■ YOUR GOAL: Read through the entries below and copy each line where "Große" turns up.

Records from a data collection

· · ·

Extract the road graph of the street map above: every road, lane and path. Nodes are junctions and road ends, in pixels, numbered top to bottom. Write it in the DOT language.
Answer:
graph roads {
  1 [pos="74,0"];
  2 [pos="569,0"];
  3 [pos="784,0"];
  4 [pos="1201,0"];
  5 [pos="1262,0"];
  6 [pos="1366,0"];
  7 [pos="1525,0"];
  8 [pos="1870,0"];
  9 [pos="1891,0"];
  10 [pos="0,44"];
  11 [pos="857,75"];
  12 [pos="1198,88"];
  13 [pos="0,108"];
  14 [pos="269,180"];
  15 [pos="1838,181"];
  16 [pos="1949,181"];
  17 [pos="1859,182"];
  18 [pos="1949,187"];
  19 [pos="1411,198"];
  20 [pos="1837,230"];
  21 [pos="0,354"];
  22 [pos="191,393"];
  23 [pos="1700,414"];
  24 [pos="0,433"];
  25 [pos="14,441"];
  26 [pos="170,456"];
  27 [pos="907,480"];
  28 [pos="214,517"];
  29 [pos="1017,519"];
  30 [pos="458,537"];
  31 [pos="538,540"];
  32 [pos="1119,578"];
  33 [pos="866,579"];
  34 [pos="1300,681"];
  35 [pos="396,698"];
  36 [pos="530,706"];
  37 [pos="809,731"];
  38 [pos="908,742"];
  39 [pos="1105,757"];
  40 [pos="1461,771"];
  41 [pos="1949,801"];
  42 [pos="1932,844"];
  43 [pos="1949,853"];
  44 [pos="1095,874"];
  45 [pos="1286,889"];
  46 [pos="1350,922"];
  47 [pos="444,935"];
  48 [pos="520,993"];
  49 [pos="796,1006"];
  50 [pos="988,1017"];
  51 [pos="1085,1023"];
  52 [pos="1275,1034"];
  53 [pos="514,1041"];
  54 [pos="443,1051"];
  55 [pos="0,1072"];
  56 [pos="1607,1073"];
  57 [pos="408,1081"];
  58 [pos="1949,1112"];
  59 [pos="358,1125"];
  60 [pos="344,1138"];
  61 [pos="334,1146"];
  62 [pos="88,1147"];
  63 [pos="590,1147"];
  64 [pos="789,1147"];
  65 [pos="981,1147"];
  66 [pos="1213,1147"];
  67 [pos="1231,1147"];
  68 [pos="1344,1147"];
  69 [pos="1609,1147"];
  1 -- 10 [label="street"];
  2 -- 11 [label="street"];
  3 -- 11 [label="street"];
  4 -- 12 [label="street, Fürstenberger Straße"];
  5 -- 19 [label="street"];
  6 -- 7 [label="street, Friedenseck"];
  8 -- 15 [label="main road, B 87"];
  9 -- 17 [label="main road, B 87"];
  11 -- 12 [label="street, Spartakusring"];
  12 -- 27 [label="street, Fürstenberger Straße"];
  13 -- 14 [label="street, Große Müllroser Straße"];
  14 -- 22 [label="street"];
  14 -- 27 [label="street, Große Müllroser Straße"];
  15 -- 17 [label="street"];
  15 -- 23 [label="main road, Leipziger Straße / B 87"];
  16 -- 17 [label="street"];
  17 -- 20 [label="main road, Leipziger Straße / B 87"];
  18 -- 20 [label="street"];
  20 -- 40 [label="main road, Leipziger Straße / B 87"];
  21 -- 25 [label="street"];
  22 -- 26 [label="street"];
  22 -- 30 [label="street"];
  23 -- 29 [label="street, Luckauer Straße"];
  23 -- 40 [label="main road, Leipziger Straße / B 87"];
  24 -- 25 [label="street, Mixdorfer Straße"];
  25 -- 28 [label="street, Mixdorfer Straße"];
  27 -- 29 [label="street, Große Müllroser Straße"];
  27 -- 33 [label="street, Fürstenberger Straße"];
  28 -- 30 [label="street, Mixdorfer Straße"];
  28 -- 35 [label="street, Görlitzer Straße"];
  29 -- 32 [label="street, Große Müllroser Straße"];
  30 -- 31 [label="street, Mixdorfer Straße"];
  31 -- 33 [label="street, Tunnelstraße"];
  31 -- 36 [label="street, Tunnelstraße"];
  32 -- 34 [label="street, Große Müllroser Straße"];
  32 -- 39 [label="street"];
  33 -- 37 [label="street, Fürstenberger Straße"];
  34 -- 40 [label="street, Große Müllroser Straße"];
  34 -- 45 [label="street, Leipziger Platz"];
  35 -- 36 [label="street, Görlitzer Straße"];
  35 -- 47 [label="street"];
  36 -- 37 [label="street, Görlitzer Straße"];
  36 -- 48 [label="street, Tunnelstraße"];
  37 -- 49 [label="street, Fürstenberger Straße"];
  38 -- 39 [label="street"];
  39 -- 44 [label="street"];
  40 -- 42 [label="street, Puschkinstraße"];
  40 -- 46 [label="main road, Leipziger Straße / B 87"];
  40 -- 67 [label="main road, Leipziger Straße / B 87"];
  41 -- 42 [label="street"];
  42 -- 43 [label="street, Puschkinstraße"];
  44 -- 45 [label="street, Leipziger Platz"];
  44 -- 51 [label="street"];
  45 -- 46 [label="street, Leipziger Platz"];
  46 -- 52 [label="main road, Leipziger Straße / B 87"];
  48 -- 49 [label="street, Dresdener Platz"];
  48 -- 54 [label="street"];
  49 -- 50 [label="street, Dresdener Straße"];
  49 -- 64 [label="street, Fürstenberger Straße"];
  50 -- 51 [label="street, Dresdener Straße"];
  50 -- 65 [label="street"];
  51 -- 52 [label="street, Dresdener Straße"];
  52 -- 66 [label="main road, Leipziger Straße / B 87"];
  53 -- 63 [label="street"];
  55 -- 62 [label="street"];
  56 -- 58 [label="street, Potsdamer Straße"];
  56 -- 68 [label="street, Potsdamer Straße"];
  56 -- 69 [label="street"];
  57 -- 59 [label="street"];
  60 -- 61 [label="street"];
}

· · ·

■ SOLUTION TO THE PROBLEM:
  13 -- 14 [label="street, Große Müllroser Straße"];
  14 -- 27 [label="street, Große Müllroser Straße"];
  27 -- 29 [label="street, Große Müllroser Straße"];
  29 -- 32 [label="street, Große Müllroser Straße"];
  32 -- 34 [label="street, Große Müllroser Straße"];
  34 -- 40 [label="street, Große Müllroser Straße"];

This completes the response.